Whatever the shape the next government will take, it will require Grillo’s support to enjoy stability. And Grillo has no intention of seeing his devotees being co-opted in a political cattle market. Over the next few days, 163 novices will enter Parliament as members of a movement that knows very well what it wants to fight against, but not so much what it stands for. Grillo pursued an electoral campaign built on negative terms – a reaction against a system which had seemingly lost its legitimacy. And now, thrown into a system which has been obsessively stigmatized, M5S members might be cowed into obedience by Grillo’s diktat not to side with either left or right, irrespective of Italy’s need for stability and the members’ own views.

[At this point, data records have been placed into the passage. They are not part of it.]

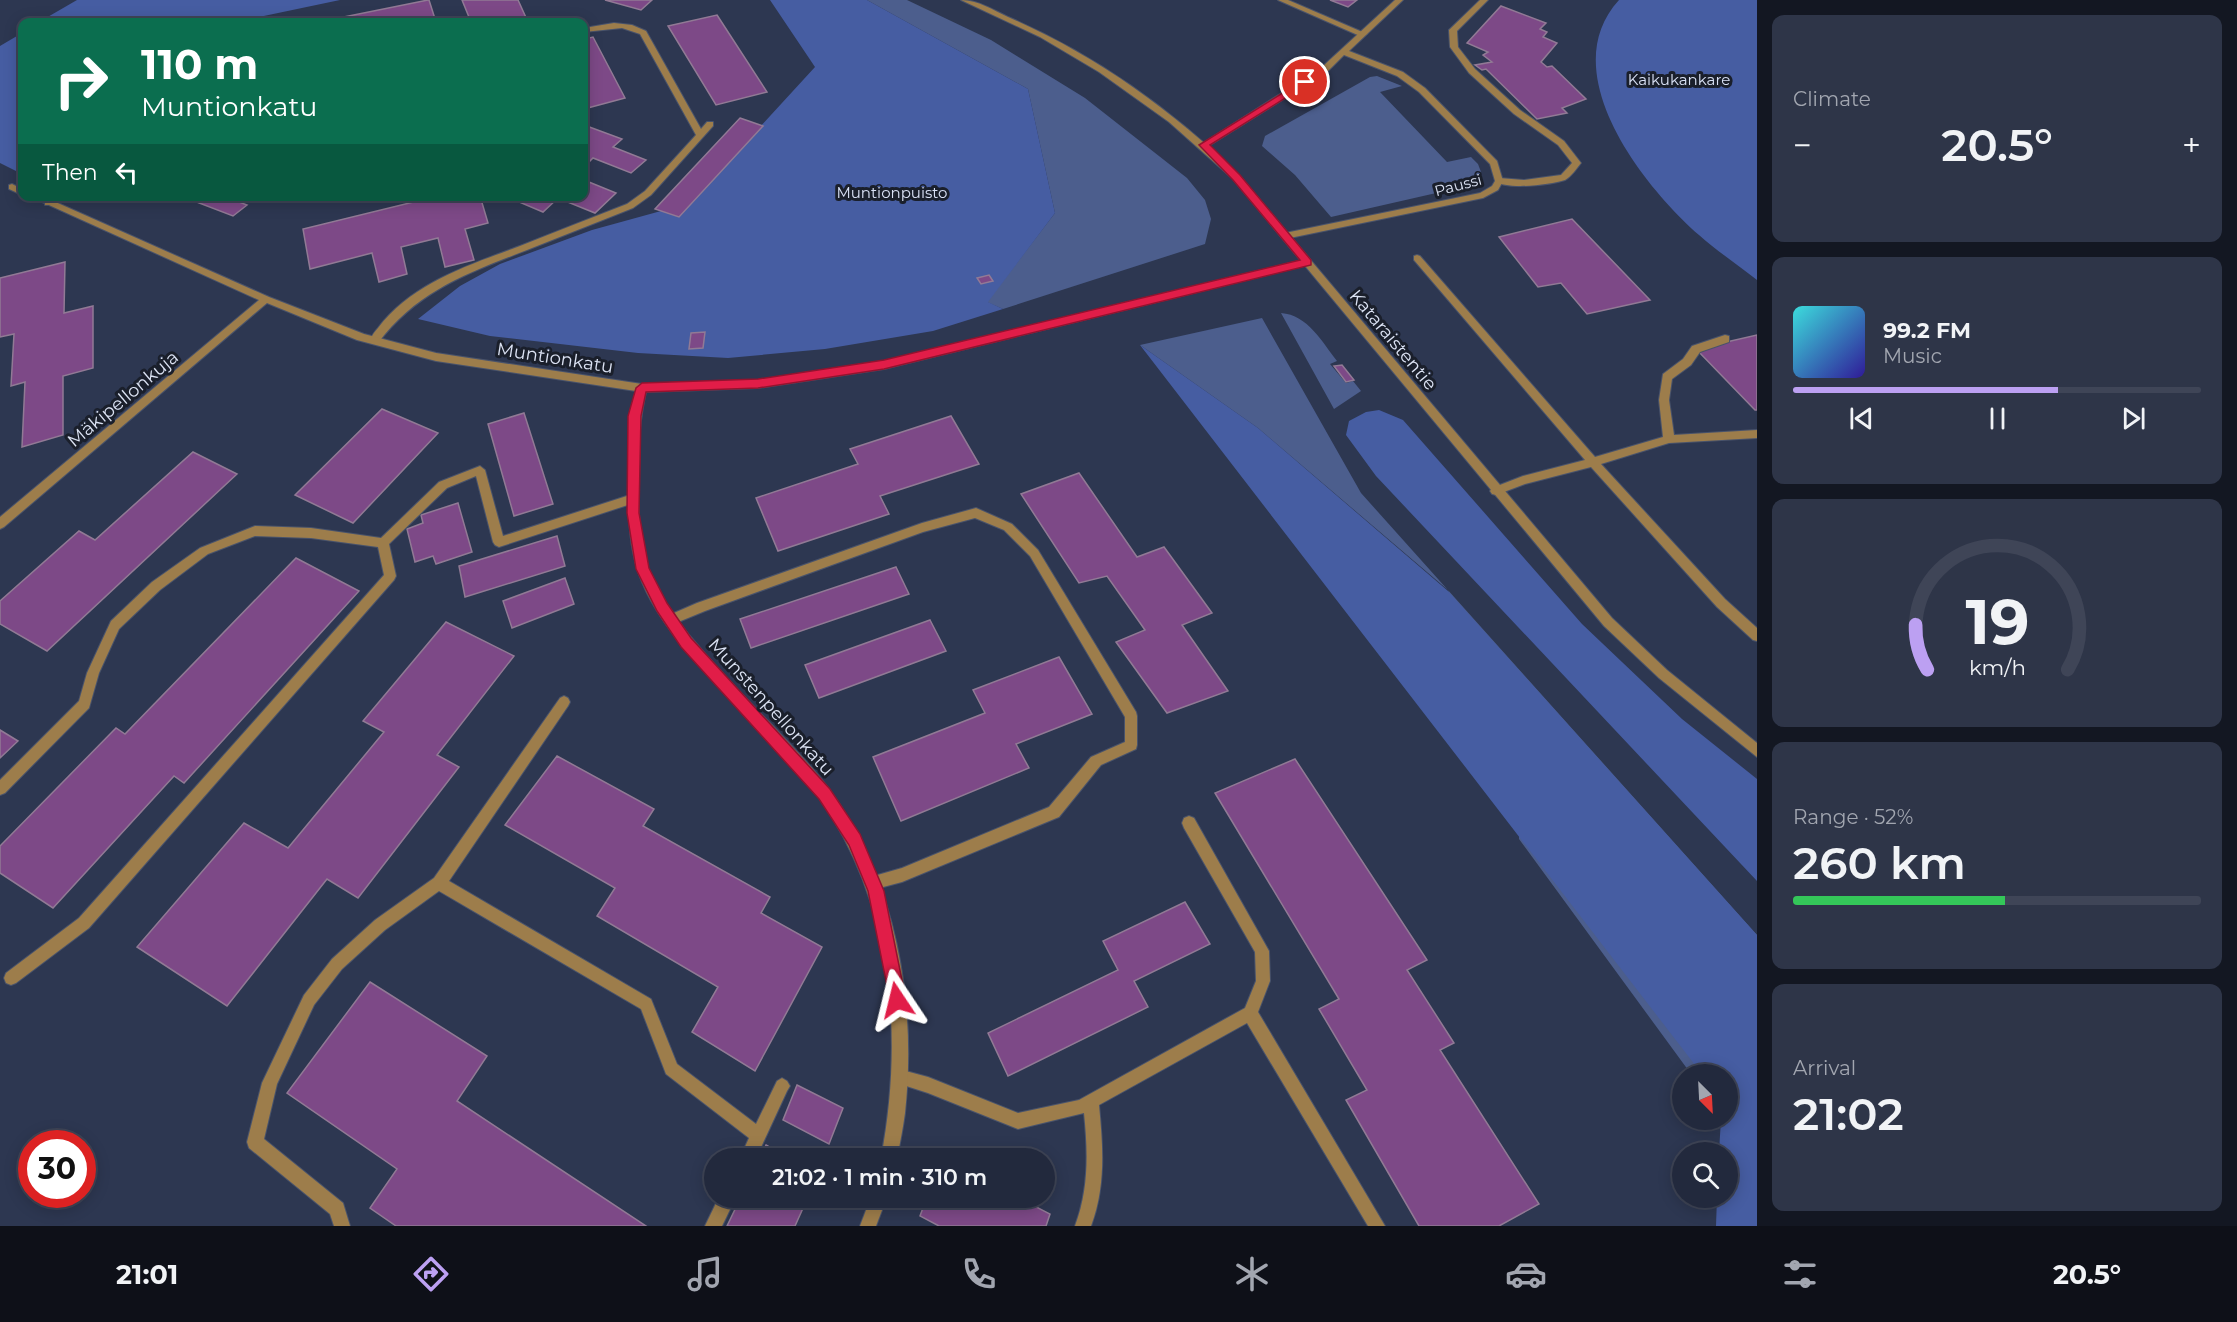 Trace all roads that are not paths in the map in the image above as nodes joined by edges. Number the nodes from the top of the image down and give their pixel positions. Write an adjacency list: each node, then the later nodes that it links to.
1 (965, 0): 10 (street, Kataraistentie)
2 (1282, 0): 6 (street)
3 (1399, 0): 6 (street)
4 (1484, 0): 11 (street)
5 (588, 29): 9 (street)
6 (1363, 34): 7 (street)
7 (1343, 52): 10 (street); 11 (street, Paussi)
8 (710, 123): 9 (street)
9 (700, 135): 20 (street)
10 (1204, 145): 15 (street, Kataraistentie)
11 (1499, 181): 15 (street, Paussi)
12 (12, 188): 13 (street)
13 (18, 190)
14 (54, 201): 18 (street, Muntionkatu)
15 (1285, 236): 17 (street, Kataraistentie)
16 (1417, 258): 24 (street)
17 (1307, 262): 21 (street, Muntionkatu); 25 (street, Kataraistentie)
18 (266, 299): 20 (street, Muntionkatu); 27 (street, Mäkipellonkuja)
19 (1725, 339): 23 (street)
20 (374, 340): 21 (street, Muntionkatu)
21 (642, 388): 26 (street, Munstenpellonkatu)
22 (1757, 434): 23 (street)
23 (1669, 440): 24 (street)
24 (1593, 462): 25 (street); 30 (street)
25 (1496, 491): 32 (street, Kataraistentie)
26 (633, 499): 28 (street); 29 (street, Munstenpellonkatu)
27 (0, 524)
28 (383, 543): 33 (street); 37 (street)
29 (671, 620): 36 (street, Munstenpellonkatu); 36 (street)
30 (1757, 636)
31 (564, 702): 35 (street)
32 (1757, 751)
33 (0, 789)
34 (1189, 823): 38 (street)
35 (439, 882): 42 (street); 47 (street)
36 (872, 883): 39 (street, Munstenpellonkatu)
37 (11, 978)
38 (1250, 1013): 41 (street); 51 (street)
39 (902, 1078): 41 (street); 44 (street, Munstenpellonkatu)
40 (782, 1086): 42 (street)
41 (1091, 1102): 50 (street)
42 (759, 1136): 43 (street)
43 (753, 1148)
44 (891, 1148)
45 (722, 1208): 48 (street)
46 (875, 1208): 49 (street)
47 (342, 1226)
48 (713, 1226)
49 (868, 1226)
50 (1083, 1226)
51 (1377, 1226)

The risk, in other words, is to see the illusion of a truly democratic and pluralist movement suffocated by the power of Grillo’s decision making. It is to see the M5S turning into the embodiment of a cult of personality – Grillo’s – which may not differ much from the mass idolatry which allowed the 76-year-old Berlusconi to retain a key role in the country’s political scene.

A serious vote

Whether or not Italy has just added another clown to its political circus, this was an election from which Europe should learn a great deal. For it represents the democratic expression of a country which has chosen to reject the austerity-driven agenda of PM Monti and followed more populist narratives instead. It confirms, at once, the frailty of a centre-left constantly living under Berlusconi’s shadow, and the former PM’s undying appeal, this time boosted by his bitter criticism of Germany’s influence over Italy’s domestic politics.

And crucially, it marks the birth of a movement which promises to change politics as we know it. Whether or not the M5S will abide by its mantra, the movement now has to face the responsibility of being the political anomaly which will shape the future of a country riddled with economic and social ills.

To paraphrase Steinbruek, Grillo and Berlusconi may be two faces of the same coin. But they also, and more fundamentally, emerge as the symptoms of a larger political malaise. Dismissing Italy’s choices as a bad joke might fail to capture the seriousness of this moment.